Aim of the task: Only one stretch of the records below should be repeated. It starts with the line containing "options.set_hint_style(cairo.HINT_STYLE_NONE)" and goes on through the line containing "cr.show_text(ch)", exactly as written.

[[ Given information, beginning ]]

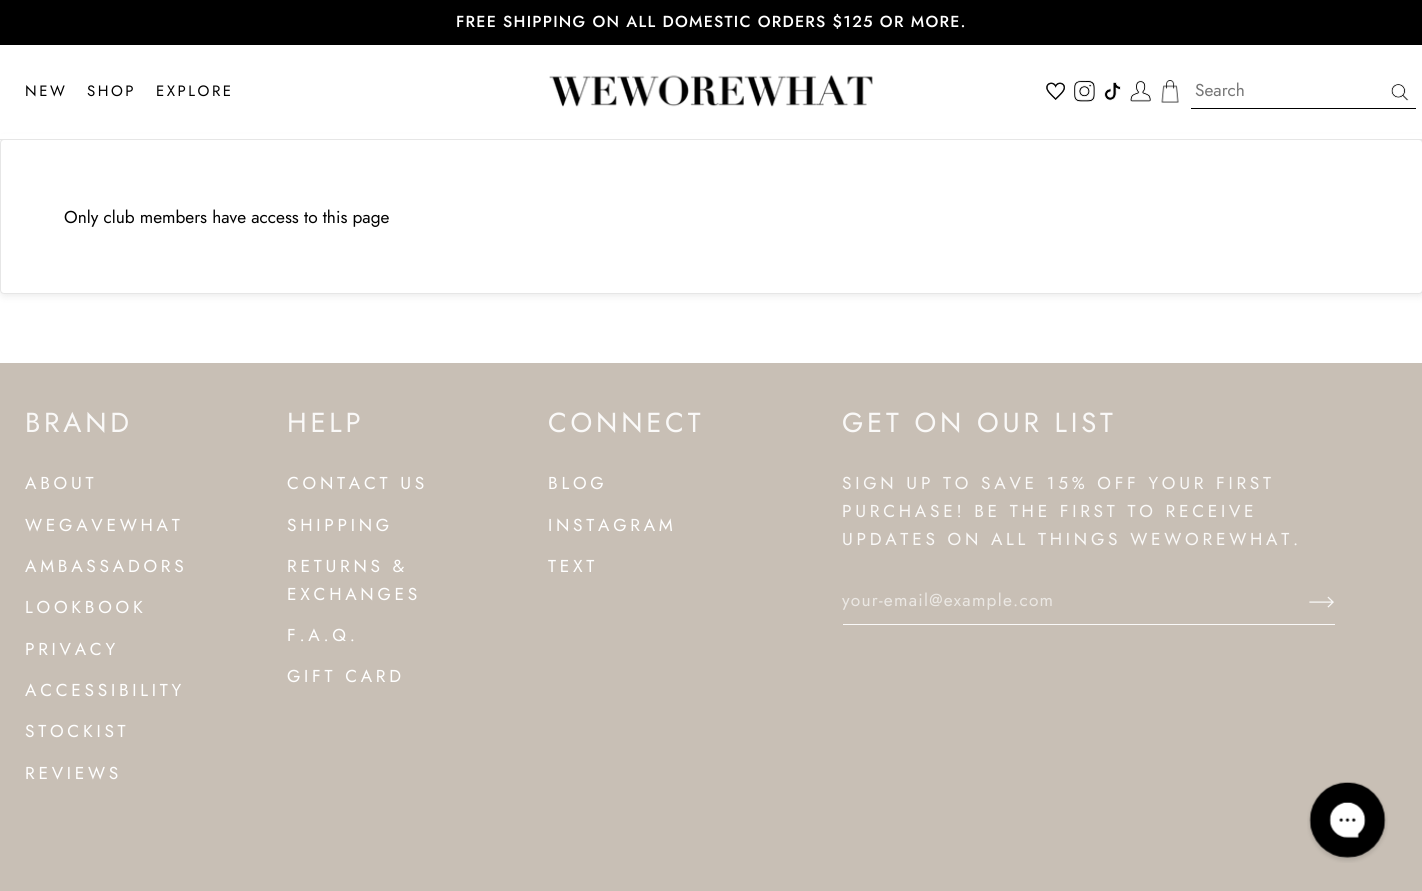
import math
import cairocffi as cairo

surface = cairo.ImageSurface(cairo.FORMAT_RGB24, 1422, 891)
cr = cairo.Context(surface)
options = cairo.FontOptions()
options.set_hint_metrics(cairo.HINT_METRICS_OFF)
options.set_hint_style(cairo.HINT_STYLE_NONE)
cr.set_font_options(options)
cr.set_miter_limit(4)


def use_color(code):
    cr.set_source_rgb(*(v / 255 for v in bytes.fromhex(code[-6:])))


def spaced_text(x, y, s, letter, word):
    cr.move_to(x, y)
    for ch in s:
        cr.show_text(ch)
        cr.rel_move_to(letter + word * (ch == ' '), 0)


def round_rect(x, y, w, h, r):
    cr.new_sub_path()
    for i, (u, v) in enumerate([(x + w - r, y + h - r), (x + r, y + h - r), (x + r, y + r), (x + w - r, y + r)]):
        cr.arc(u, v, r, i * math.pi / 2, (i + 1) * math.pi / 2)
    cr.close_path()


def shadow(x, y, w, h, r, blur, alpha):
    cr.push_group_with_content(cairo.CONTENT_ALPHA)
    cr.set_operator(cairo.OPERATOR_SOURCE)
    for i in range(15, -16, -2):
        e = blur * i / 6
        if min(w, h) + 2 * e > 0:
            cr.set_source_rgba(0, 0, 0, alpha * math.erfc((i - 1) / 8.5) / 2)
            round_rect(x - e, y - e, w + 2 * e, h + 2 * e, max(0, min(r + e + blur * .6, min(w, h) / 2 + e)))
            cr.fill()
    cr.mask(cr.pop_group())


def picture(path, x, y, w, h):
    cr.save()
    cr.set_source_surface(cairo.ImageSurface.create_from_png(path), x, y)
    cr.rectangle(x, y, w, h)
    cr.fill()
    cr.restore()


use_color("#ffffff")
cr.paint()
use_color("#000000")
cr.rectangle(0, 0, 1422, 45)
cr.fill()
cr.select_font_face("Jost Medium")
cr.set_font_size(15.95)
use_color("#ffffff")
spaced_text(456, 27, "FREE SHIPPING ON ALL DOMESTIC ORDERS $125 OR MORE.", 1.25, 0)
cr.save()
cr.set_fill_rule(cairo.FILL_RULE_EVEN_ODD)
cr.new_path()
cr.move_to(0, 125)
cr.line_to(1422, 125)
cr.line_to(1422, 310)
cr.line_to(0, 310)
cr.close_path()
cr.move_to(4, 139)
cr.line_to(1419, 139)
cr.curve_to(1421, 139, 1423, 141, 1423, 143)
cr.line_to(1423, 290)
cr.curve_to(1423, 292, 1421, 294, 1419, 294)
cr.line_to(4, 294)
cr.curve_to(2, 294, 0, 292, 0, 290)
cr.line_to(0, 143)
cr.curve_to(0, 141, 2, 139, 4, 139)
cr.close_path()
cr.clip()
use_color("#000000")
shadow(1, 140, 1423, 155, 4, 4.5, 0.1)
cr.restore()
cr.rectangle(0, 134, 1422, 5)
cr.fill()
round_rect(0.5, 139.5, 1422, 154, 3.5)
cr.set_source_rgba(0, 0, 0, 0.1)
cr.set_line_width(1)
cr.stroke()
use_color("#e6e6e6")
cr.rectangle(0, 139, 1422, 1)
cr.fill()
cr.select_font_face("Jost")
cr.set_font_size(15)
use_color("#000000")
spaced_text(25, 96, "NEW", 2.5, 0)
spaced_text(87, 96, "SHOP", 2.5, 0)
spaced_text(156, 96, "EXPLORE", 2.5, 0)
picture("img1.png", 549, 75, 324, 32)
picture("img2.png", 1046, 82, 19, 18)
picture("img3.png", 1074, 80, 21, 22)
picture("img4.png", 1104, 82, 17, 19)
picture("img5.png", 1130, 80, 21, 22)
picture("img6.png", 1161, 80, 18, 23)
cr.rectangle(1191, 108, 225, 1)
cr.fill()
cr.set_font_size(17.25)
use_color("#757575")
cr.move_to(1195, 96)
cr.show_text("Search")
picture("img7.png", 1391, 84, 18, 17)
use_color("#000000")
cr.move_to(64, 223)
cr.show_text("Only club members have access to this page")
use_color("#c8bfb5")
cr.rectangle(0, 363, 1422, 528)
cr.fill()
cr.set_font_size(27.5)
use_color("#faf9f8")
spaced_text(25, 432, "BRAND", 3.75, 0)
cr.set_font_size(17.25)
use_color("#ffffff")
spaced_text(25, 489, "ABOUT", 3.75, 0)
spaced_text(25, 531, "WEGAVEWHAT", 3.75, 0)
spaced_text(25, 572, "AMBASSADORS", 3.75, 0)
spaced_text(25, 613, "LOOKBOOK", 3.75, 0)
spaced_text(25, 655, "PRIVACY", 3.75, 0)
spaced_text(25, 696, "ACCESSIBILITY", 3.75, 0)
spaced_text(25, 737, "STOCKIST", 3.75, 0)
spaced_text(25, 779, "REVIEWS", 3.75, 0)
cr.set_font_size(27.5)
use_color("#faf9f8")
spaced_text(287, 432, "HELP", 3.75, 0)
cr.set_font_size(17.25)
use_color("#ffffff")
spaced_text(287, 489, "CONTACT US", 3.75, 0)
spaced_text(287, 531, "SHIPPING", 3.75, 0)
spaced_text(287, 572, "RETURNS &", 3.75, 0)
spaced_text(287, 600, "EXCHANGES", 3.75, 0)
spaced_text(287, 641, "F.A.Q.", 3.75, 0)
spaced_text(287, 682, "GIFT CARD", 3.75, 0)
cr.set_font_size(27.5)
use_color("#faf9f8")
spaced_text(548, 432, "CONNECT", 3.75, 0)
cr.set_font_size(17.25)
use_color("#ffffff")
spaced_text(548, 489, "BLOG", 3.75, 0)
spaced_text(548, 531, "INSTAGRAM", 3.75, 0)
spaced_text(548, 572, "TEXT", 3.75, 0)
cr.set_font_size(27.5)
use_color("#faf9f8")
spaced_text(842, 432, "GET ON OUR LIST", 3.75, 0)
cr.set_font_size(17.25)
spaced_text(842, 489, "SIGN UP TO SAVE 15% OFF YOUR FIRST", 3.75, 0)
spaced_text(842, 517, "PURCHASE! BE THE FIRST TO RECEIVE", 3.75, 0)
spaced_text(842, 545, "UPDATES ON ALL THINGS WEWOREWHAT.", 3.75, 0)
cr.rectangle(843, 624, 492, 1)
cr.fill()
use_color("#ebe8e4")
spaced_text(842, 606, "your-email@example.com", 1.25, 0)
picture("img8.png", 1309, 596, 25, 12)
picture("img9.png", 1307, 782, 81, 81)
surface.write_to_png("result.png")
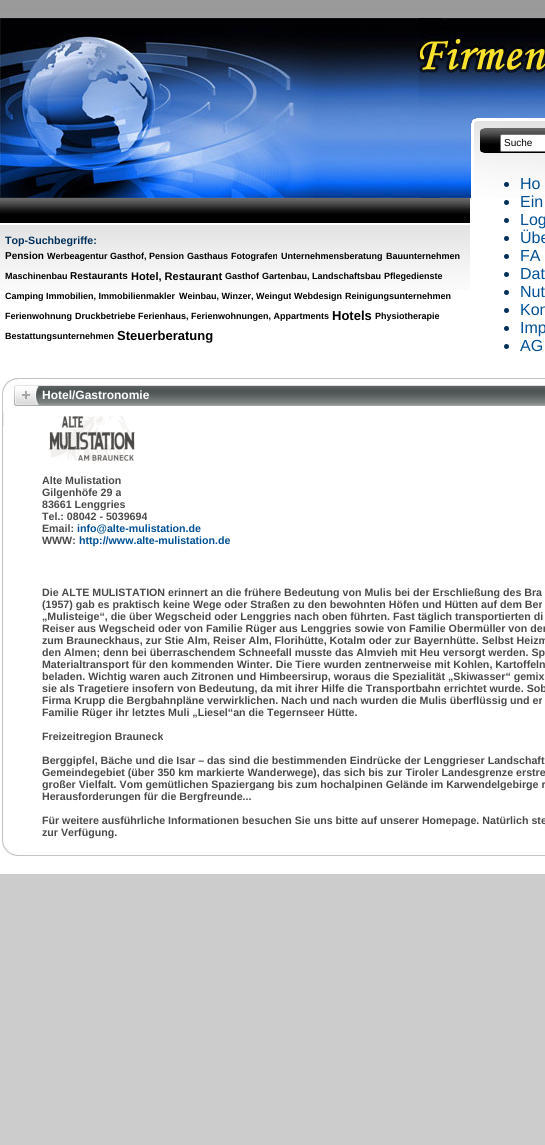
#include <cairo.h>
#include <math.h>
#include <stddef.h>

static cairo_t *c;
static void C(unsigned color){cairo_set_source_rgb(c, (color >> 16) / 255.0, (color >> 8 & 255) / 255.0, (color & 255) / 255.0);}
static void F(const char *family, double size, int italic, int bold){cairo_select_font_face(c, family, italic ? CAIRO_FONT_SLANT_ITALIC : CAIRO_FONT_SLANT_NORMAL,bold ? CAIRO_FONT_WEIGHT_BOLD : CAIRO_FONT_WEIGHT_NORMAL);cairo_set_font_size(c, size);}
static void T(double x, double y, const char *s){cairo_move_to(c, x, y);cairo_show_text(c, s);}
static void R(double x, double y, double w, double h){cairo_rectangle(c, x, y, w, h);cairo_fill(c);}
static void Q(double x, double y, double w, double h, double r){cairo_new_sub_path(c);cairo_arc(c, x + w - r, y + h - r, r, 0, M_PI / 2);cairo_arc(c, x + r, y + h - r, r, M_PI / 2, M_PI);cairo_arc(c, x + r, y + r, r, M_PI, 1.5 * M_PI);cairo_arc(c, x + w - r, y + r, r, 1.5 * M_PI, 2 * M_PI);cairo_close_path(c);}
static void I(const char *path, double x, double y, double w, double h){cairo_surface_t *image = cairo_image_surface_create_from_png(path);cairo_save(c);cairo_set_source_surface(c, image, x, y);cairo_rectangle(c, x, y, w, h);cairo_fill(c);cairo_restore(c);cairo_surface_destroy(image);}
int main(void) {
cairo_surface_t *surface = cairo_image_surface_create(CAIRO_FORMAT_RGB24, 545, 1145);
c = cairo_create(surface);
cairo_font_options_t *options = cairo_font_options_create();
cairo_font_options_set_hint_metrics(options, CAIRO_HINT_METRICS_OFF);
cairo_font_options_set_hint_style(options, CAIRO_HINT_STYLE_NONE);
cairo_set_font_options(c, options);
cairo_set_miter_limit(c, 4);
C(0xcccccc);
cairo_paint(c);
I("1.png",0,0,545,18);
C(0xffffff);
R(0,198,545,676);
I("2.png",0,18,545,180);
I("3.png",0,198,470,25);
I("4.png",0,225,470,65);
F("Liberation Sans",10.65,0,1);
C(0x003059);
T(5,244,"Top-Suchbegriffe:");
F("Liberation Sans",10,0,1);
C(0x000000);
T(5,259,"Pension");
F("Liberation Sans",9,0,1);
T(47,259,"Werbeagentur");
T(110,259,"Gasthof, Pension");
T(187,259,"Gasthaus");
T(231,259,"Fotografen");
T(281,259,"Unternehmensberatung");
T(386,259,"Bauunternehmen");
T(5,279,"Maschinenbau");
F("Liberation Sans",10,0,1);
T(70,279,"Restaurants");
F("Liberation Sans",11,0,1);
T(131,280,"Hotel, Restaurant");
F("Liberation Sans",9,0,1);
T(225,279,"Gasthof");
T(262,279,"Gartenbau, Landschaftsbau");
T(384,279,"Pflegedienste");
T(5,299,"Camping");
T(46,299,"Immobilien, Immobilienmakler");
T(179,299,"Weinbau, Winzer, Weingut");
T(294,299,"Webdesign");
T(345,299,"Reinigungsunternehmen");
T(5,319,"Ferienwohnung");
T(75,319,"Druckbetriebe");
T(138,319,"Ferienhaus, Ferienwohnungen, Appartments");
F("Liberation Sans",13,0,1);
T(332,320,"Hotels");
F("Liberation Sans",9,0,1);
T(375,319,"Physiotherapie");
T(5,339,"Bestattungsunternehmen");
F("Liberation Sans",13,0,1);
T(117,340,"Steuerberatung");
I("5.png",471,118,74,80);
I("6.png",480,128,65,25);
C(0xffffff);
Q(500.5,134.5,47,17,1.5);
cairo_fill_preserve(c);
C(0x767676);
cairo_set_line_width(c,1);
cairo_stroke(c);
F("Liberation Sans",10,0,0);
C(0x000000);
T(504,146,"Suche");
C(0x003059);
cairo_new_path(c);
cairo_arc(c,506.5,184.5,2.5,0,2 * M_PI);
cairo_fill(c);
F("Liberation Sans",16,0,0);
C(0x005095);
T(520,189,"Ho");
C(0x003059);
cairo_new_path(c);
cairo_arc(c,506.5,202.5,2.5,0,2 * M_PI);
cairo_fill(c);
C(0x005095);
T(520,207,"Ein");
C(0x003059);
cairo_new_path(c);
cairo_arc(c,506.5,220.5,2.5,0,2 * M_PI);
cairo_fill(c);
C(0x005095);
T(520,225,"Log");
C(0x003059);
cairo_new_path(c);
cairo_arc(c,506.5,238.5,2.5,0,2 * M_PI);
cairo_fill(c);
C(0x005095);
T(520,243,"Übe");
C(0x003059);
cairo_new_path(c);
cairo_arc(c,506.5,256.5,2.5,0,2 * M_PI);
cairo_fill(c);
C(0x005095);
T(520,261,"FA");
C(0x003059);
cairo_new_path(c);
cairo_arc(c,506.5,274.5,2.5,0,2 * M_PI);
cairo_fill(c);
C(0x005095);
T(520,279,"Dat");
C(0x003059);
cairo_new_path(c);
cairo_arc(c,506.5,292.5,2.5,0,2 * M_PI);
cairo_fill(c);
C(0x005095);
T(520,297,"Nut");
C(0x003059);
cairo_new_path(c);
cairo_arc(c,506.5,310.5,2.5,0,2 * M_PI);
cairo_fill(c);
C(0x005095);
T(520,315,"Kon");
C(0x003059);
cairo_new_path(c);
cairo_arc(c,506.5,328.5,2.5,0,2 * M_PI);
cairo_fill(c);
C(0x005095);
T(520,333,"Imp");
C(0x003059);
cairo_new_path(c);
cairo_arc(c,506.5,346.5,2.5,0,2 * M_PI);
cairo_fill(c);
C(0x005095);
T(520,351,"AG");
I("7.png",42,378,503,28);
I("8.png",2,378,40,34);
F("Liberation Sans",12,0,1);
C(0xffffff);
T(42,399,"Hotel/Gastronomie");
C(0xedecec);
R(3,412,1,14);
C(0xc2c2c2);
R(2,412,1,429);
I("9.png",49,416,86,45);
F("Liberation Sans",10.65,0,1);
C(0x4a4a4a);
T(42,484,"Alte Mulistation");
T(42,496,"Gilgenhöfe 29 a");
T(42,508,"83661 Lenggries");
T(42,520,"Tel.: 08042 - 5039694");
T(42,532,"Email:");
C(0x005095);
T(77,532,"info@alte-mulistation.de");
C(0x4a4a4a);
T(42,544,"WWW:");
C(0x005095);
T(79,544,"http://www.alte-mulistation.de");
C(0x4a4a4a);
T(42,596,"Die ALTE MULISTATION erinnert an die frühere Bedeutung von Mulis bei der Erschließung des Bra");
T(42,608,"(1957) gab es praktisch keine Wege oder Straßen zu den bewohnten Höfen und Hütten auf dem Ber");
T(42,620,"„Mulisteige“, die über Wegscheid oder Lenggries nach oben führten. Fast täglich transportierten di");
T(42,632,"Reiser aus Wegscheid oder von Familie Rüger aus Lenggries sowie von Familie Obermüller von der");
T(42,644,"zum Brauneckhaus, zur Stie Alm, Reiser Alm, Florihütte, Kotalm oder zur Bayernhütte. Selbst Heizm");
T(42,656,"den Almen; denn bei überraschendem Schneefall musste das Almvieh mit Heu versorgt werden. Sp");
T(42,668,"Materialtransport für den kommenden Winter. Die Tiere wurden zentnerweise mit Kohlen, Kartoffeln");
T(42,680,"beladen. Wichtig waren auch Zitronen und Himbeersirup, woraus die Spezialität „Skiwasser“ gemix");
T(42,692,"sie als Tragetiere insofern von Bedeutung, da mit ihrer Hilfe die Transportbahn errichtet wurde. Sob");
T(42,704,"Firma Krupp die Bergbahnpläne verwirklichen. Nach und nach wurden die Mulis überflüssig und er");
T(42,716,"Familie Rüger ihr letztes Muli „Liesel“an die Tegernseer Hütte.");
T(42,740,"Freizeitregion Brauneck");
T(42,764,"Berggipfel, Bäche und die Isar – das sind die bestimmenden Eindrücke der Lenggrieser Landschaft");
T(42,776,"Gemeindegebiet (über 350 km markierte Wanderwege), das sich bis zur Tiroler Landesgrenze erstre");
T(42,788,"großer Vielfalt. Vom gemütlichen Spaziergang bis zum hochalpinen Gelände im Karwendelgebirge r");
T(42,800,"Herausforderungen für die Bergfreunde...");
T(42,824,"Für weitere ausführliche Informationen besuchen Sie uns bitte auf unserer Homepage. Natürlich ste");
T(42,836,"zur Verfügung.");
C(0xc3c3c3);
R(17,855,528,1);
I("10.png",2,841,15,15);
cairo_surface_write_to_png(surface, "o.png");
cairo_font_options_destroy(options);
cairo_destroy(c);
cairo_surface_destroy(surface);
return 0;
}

[[ Given information, end ]]

Exercise answer:
options.set_hint_style(cairo.HINT_STYLE_NONE)
cr.set_font_options(options)
cr.set_miter_limit(4)


def use_color(code):
    cr.set_source_rgb(*(v / 255 for v in bytes.fromhex(code[-6:])))


def spaced_text(x, y, s, letter, word):
    cr.move_to(x, y)
    for ch in s:
        cr.show_text(ch)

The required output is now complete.